The Gartenstadt Floridsdorf is a prime example -both in layout, architecture and range of amenities provided- of the socialist building program of the city of Vienna in the interbellum. This and many other garden cities  in Vienna were not constructed along the lines of the baugenossenschaft with family houses in the form of short terraces or semidetached houses, but along the lines of the Gartenhof, a model of high density housing pioneered in Germany. 

These garden courts (Gartenhöfe) tried to marry efficient land use and low building costs with a close knit social network in a green setting with plenty of outdoor space. Allotment gardens are always a part of these garden court developments. Not unlike the original aim of the garden city the garden courts try to define a living environment that was not urban and not rural at the same time, but communal and with access to green and the experience of nature.

The housing complex is formal in layout with four super blocks around a cross shaped public garden. At the front two such superblocks are connected by a crescent looking out over what was once a large square and now a park on top of a parking garage. The crescent shaped front with a 9 floors high clock towers on the corners and ornamental gates is reminiscent of a baroque cour d'honneur. Entrances, pillars and pilasters are enhanced with majolica ornaments. The architecture is sober apart from these ornaments and simple details that emphasize either the horizontal or vertical lines of the cubist architecture. 

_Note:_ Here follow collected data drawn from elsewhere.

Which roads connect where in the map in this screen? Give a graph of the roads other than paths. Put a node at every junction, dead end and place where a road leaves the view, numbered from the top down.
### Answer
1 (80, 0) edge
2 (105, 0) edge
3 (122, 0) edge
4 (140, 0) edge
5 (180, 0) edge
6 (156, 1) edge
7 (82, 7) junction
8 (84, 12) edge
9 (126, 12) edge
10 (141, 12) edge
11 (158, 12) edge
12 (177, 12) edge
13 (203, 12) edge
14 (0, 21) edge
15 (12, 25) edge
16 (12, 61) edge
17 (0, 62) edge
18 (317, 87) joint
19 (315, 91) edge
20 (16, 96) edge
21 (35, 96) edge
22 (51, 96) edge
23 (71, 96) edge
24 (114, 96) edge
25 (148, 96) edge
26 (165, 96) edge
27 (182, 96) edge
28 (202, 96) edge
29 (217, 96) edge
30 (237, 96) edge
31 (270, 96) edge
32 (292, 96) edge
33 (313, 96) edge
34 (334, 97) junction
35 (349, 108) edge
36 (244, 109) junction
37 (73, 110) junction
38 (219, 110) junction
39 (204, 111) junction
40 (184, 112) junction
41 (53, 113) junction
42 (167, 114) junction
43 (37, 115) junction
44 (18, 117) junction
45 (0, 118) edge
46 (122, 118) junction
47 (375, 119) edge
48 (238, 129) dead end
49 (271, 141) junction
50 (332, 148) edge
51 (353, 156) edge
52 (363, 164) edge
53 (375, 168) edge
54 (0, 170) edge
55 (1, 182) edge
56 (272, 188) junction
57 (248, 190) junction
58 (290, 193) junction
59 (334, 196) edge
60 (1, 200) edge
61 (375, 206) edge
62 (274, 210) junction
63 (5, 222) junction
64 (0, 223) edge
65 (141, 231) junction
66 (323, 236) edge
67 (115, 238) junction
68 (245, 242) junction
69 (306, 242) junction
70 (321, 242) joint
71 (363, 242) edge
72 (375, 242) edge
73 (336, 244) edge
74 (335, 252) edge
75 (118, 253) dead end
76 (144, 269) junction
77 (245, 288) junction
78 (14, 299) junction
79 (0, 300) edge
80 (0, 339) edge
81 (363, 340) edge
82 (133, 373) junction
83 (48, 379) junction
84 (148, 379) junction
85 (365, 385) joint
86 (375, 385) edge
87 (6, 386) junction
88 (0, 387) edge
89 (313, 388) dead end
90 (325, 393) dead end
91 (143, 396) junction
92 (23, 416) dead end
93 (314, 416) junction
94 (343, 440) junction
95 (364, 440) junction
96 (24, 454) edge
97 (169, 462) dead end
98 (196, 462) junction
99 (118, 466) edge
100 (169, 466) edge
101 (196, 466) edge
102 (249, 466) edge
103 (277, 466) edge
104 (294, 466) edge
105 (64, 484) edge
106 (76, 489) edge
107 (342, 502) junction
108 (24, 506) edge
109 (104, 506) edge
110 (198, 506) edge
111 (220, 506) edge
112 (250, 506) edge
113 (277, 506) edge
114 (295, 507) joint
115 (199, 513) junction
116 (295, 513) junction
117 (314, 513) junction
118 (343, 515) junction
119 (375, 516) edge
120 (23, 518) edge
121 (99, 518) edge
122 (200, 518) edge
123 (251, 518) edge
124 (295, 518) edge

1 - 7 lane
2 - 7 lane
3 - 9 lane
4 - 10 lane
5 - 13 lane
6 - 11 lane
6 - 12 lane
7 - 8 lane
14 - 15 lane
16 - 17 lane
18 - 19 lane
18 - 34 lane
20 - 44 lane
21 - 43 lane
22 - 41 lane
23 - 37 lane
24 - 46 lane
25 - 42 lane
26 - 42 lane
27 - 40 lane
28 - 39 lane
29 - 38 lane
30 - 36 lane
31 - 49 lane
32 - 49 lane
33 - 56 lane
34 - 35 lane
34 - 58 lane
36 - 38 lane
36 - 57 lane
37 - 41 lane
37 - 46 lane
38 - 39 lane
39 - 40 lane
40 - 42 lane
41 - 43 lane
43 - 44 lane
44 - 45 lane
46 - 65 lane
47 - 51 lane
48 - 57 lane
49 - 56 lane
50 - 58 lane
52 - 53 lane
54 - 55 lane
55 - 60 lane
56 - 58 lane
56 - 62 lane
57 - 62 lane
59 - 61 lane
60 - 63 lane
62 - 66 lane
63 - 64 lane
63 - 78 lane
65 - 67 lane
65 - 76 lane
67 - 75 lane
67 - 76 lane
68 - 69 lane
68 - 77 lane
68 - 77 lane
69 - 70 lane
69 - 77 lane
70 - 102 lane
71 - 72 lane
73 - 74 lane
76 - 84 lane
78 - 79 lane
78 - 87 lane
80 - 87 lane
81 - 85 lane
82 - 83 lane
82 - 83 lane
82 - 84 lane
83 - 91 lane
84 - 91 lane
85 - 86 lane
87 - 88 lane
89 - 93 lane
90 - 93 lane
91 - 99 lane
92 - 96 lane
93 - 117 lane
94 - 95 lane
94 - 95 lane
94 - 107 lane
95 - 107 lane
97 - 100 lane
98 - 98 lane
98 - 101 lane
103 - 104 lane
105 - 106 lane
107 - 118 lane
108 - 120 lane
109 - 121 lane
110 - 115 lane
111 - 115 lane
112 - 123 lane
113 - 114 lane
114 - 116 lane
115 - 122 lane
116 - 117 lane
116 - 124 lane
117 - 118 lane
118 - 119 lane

With all the greenery inside and around the superblocks with apartments the Karl Setiz Hof can truly be seen as a garden city in the sense that it is a form of housing halfway between urban and rural. On the Pragerstraße a single Gartenhof was built: the Alois Appel Hof (1). This is not part of the original Gartenstadt Floridsdorf. The housing estate is focused on the Karl Seitz Platz (2) and has a large public garden (3) at its heart. The first superblock built has two courtyard gardens (4) in its midst. The laterer blocks all have a large garden court (5). These green spaces vary in size due to the skewed plot. In the largest one there is room for a swimming pool (6 - D. Hoffmannhalle) and bathhouse (7 - Waschsalon). A school (8) and a clubhouse (9) are located around the edges to also serve adjoining housing.